@Firevine: If the chain-smoker below you is the main issue, I would highly recommend moving somewhere else where you and your family feel safe. It's not worth losing sleep over, not worth the risk, and that should be the top priority more so than insuring the value or personal possessions. Meanwhile, I would try petitioning with the other tenants to have that individual evicted (if discussing the issue and subsequently warning them personally hasn't produced results), that way you don't have to make the difficult last resort decision of abandoning your home. Smoking in your domicile may be one's legal right. However, if such an individual displays a pattern where they are knowingly and regularly putting other people's lives and livelihoods at grave risk as a direct result of their willfully dangerous and irresponsible behavior (smoking perpetually even whilst dozing off certainly qualifies), the rights of those innocent potential victims supersede the rights of the person who is known to be a liability. In the interim, I suggest getting a fireproof safe for your more valuable binders and decks. Lastly, I feel it necessary to point out the irony that a firevine would even be so concerned about a fire (alarm) in the first place. Isn't it entirely plausible that you inadvertently set off the alarm yourself?
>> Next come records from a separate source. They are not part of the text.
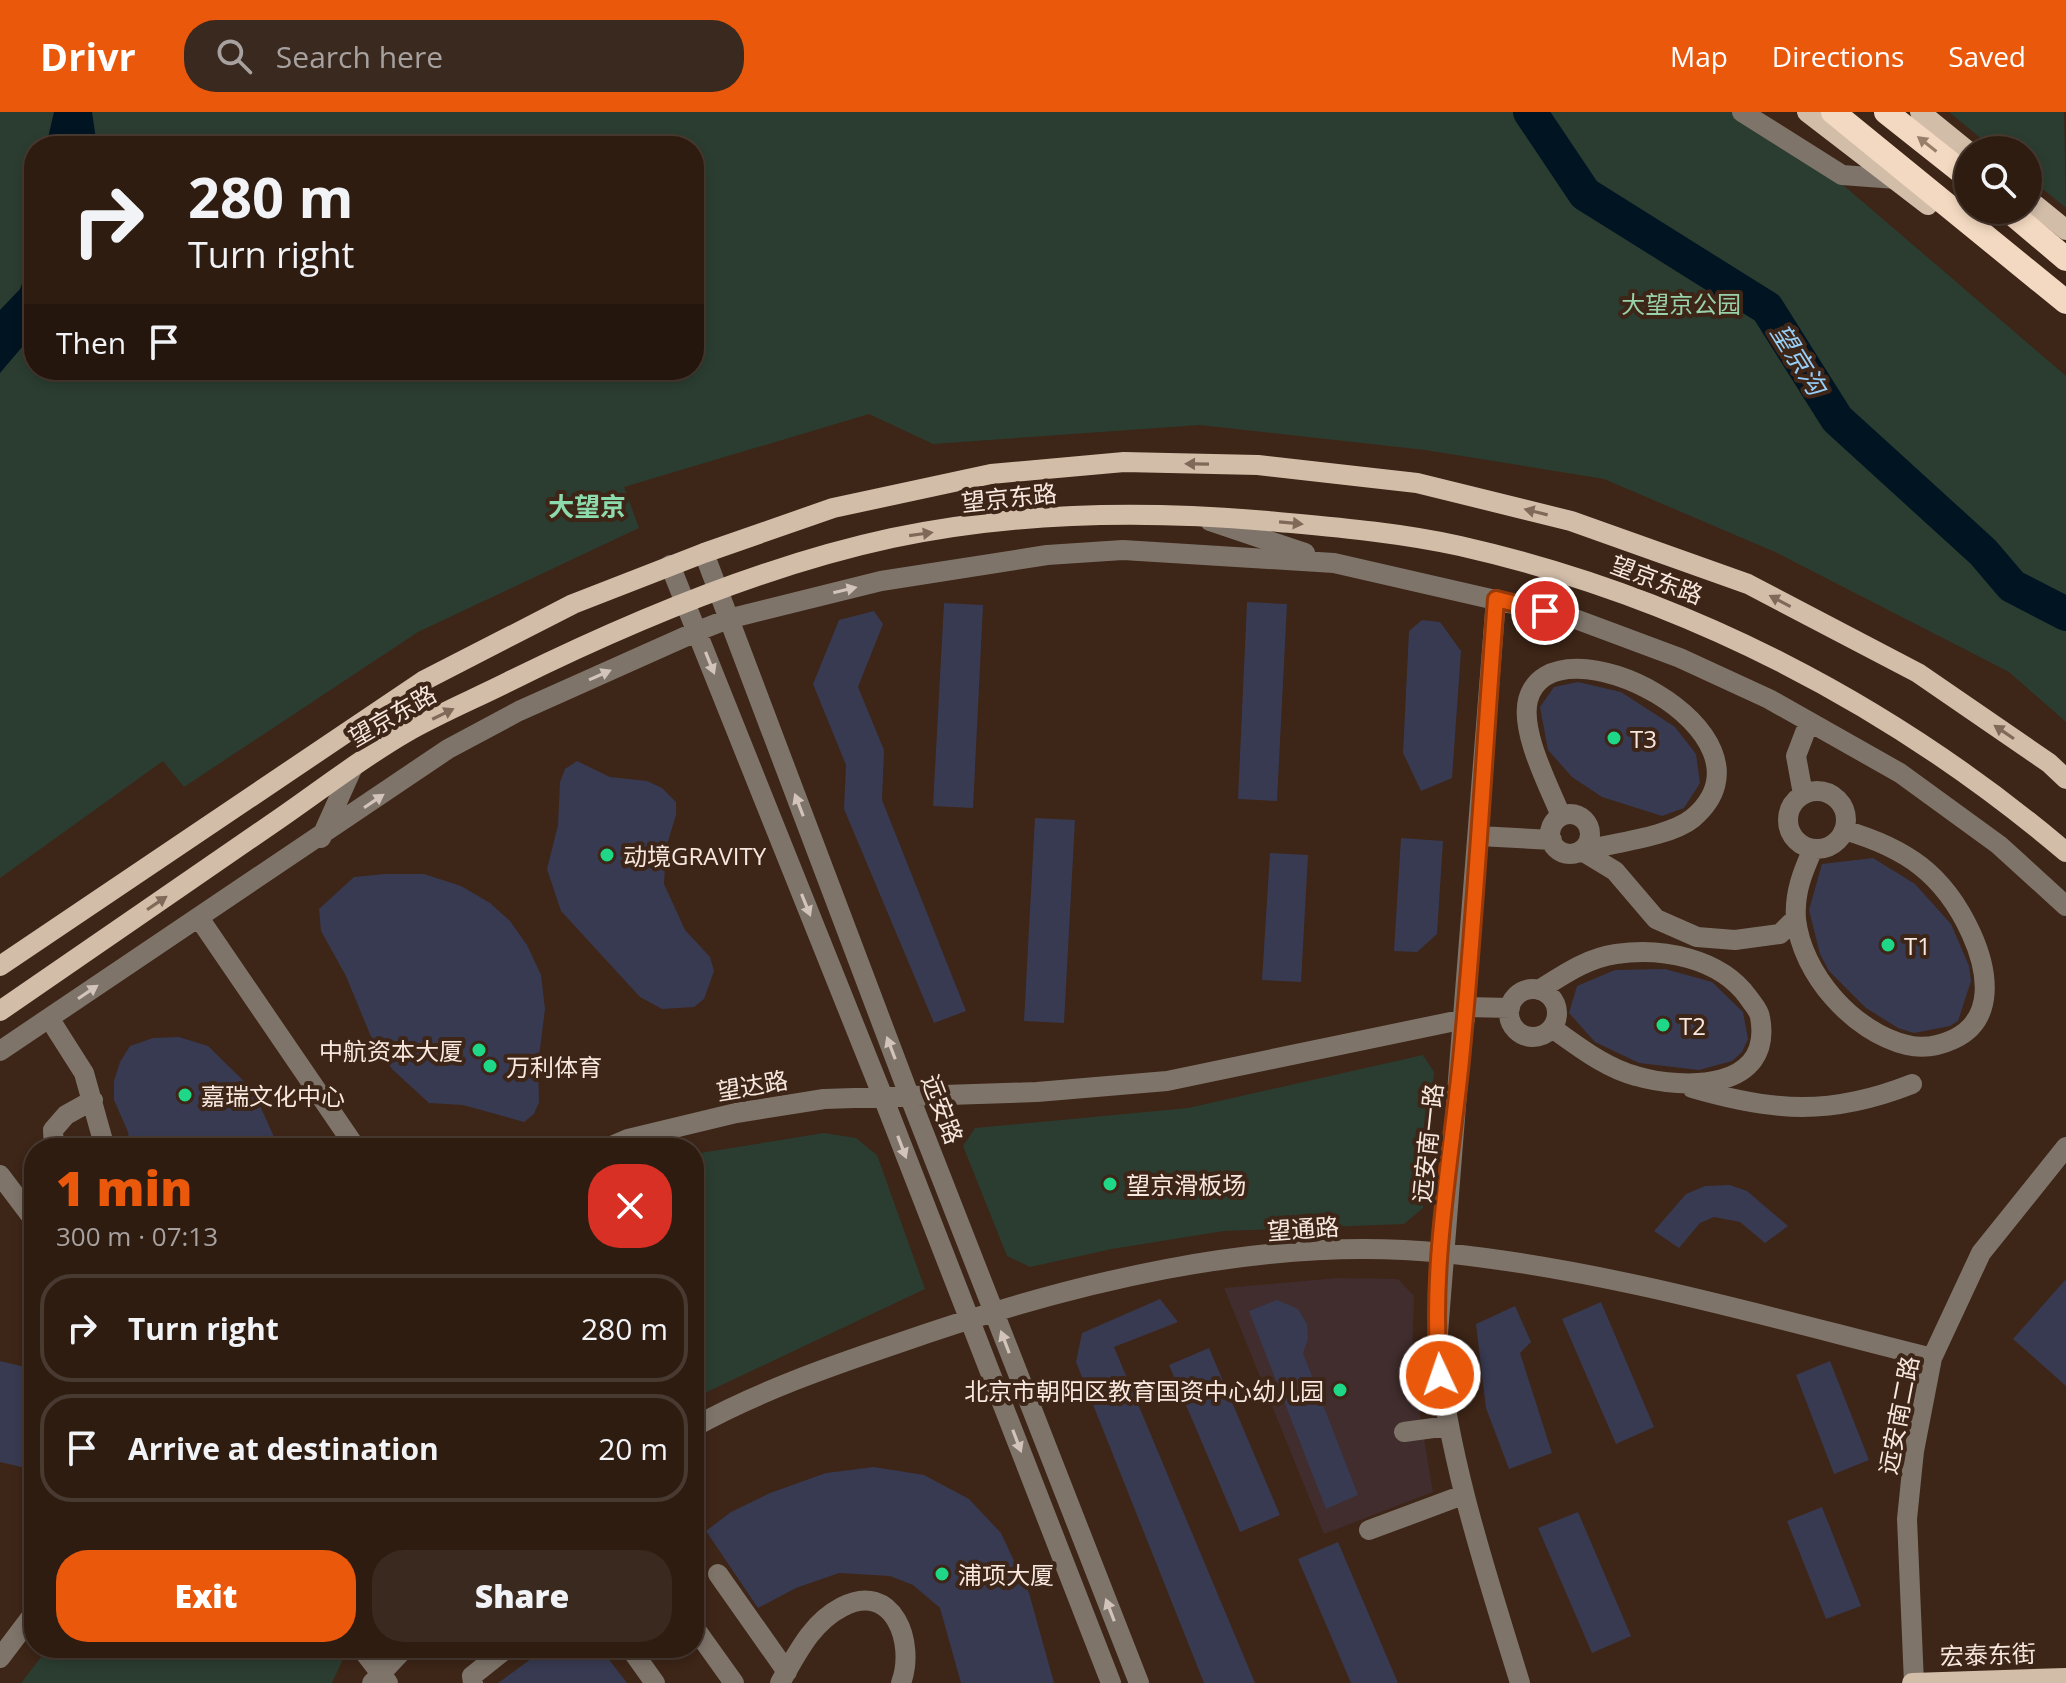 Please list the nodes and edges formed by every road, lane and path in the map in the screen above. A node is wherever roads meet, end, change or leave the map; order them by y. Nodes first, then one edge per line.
1 (1742, 112) edge
2 (1807, 112) edge
3 (1833, 112) edge
4 (1886, 112) edge
5 (1920, 112) edge
6 (1954, 140) edge
7 (1954, 166) edge
8 (1896, 179) junction
9 (2042, 210) edge
10 (2025, 224) edge
11 (2066, 230) edge
12 (2066, 259) edge
13 (2066, 302) edge
14 (2066, 314) edge
15 (1191, 514) junction
16 (704, 553) junction
17 (1334, 563) junction
18 (670, 565) junction
19 (717, 591) junction
20 (1496, 599) junction
21 (687, 604) junction
22 (728, 619) junction
23 (698, 631) junction
24 (1809, 722) junction
25 (352, 769) junction
26 (2066, 779) edge
27 (1803, 794) junction
28 (1561, 816) junction
29 (1844, 830) junction
30 (1479, 836) junction
31 (321, 838) junction
32 (1552, 840) junction
33 (1813, 849) junction
34 (1582, 851) junction
35 (2066, 852) edge
36 (2066, 906) edge
37 (199, 918) junction
38 (1796, 918) junction
39 (1697, 937) junction
40 (1693, 960) junction
41 (0, 966) edge
42 (1539, 990) junction
43 (1510, 1008) junction
44 (0, 1011) edge
45 (1465, 1013) junction
46 (49, 1018) junction
47 (1552, 1028) junction
48 (0, 1051) edge
49 (1677, 1084) junction
50 (1912, 1084) dead end
51 (909, 1095) junction
52 (883, 1097) junction
53 (93, 1100) junction
54 (53, 1138) edge
55 (102, 1138) edge
56 (349, 1138) edge
57 (632, 1138) edge
58 (2066, 1147) edge
59 (0, 1175) edge
60 (24, 1207) edge
61 (1442, 1253) junction
62 (993, 1310) junction
63 (969, 1319) junction
64 (1932, 1358) junction
65 (704, 1423) edge
66 (1448, 1426) junction
67 (1404, 1432) dead end
68 (1463, 1495) junction
69 (1369, 1530) dead end
70 (718, 1574) dead end
71 (24, 1626) edge
72 (704, 1641) edge
73 (0, 1658) edge
74 (367, 1658) edge
75 (397, 1658) edge
76 (494, 1658) edge
77 (637, 1658) edge
78 (783, 1678) edge
79 (2066, 1678) edge
80 (380, 1679) edge
81 (473, 1683) edge
82 (655, 1683) edge
83 (734, 1683) edge
84 (901, 1683) edge
85 (1111, 1683) edge
86 (1139, 1683) edge
87 (1520, 1683) edge
88 (1913, 1683) edge

1 - 8 street
2 - 8 main road
3 - 13 highway
7 -> 4 highway
5 - 6 main road
8 - 14 main road
9 - 11 main road
10 - 12 highway
15 - 17 street
19 -> 15 main road, 望京东路
15 -> 35 main road, 望京东路
16 - 18 main road, 望京东路
16 - 19 street, 远安路
26 -> 16 main road, 望京东路
17 - 20 street
22 -> 17 street
18 - 21 street
18 - 41 main road, 望京东路
19 - 21 main road, 望京东路
19 - 22 street, 远安路
20 - 24 street
20 - 30 street, 远安南一路
21 - 23 street
25 -> 21 main road, 望京东路
22 - 23 street
51 -> 22 street, 远安路
31 -> 23 street
23 -> 52 street
24 - 27 street
24 - 36 street
25 - 31 street
44 -> 25 main road, 望京东路
27 - 29 street
27 - 33 street
28 - 32 street
28 - 34 street
28 - 34 street
29 - 33 street
29 - 38 street
30 - 32 street
30 - 45 street, 远安南一路
31 - 37 street
32 - 34 street
33 - 38 street
34 - 39 street
46 -> 37 street
37 - 56 street
38 - 39 street
39 - 40 street
40 - 42 street
40 - 49 street
42 - 43 street
42 - 47 street
43 - 45 street, 望达路
43 - 47 street
45 - 51 street, 望达路
45 - 61 street, 远安南一路
46 - 48 street
46 - 53 street
47 - 49 street
49 - 50 street
51 - 52 street, 望达路
51 - 62 street, 远安路
52 - 57 street, 望达路
52 -> 63 street
53 - 54 street
53 - 55 street
58 - 64 street, 远安南二路
59 - 60 street
61 - 62 street, 望通路
61 - 64 street, 望通路
61 - 66 street, 远安南一路
62 - 63 street, 望通路
86 -> 62 street, 远安路
63 - 65 street, 望通路
63 -> 85 street
64 - 88 street, 远安南二路
66 - 67 street
66 - 68 street, 远安南一路
68 - 69 street
68 - 87 street, 远安南一路
70 - 78 street
71 - 73 street
72 - 83 street
74 - 80 street
75 - 80 street
76 - 81 street
77 - 82 street
78 - 84 street
79 - 88 main road, 宏泰东街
@Stevenus: I'm curious... How can the insurer know with any degree of certainty at the time of the claim that your collection was exactly as it was documented online? Do you regularly have to submit proof by providing photos, scans, or other signed documentation that all the cards listed are still in your physical possession, still in their listed conditions, and haven't been traded or sold? Do you continuously update your online list any and every time you open something of value in a pack, buy, trade, or sell singles of value, or acquire singles which will presumably appreciate in value? Does a notary or some other third party have to authenticate that in doing so each time you're being completely honest? What's the minimum threshold value for such cards to be added to such a list (for you or the insurer)? Any additional information would be helpful and much appreciated.
Anyhow, the best I can come up with myself is a game in the top 8 of a PTQ back during Urza block in which we were starting game 3 with time already expired, so the tiebreaker rule was that whoever had more life after 3 turns would win. And I lost to... healing salve.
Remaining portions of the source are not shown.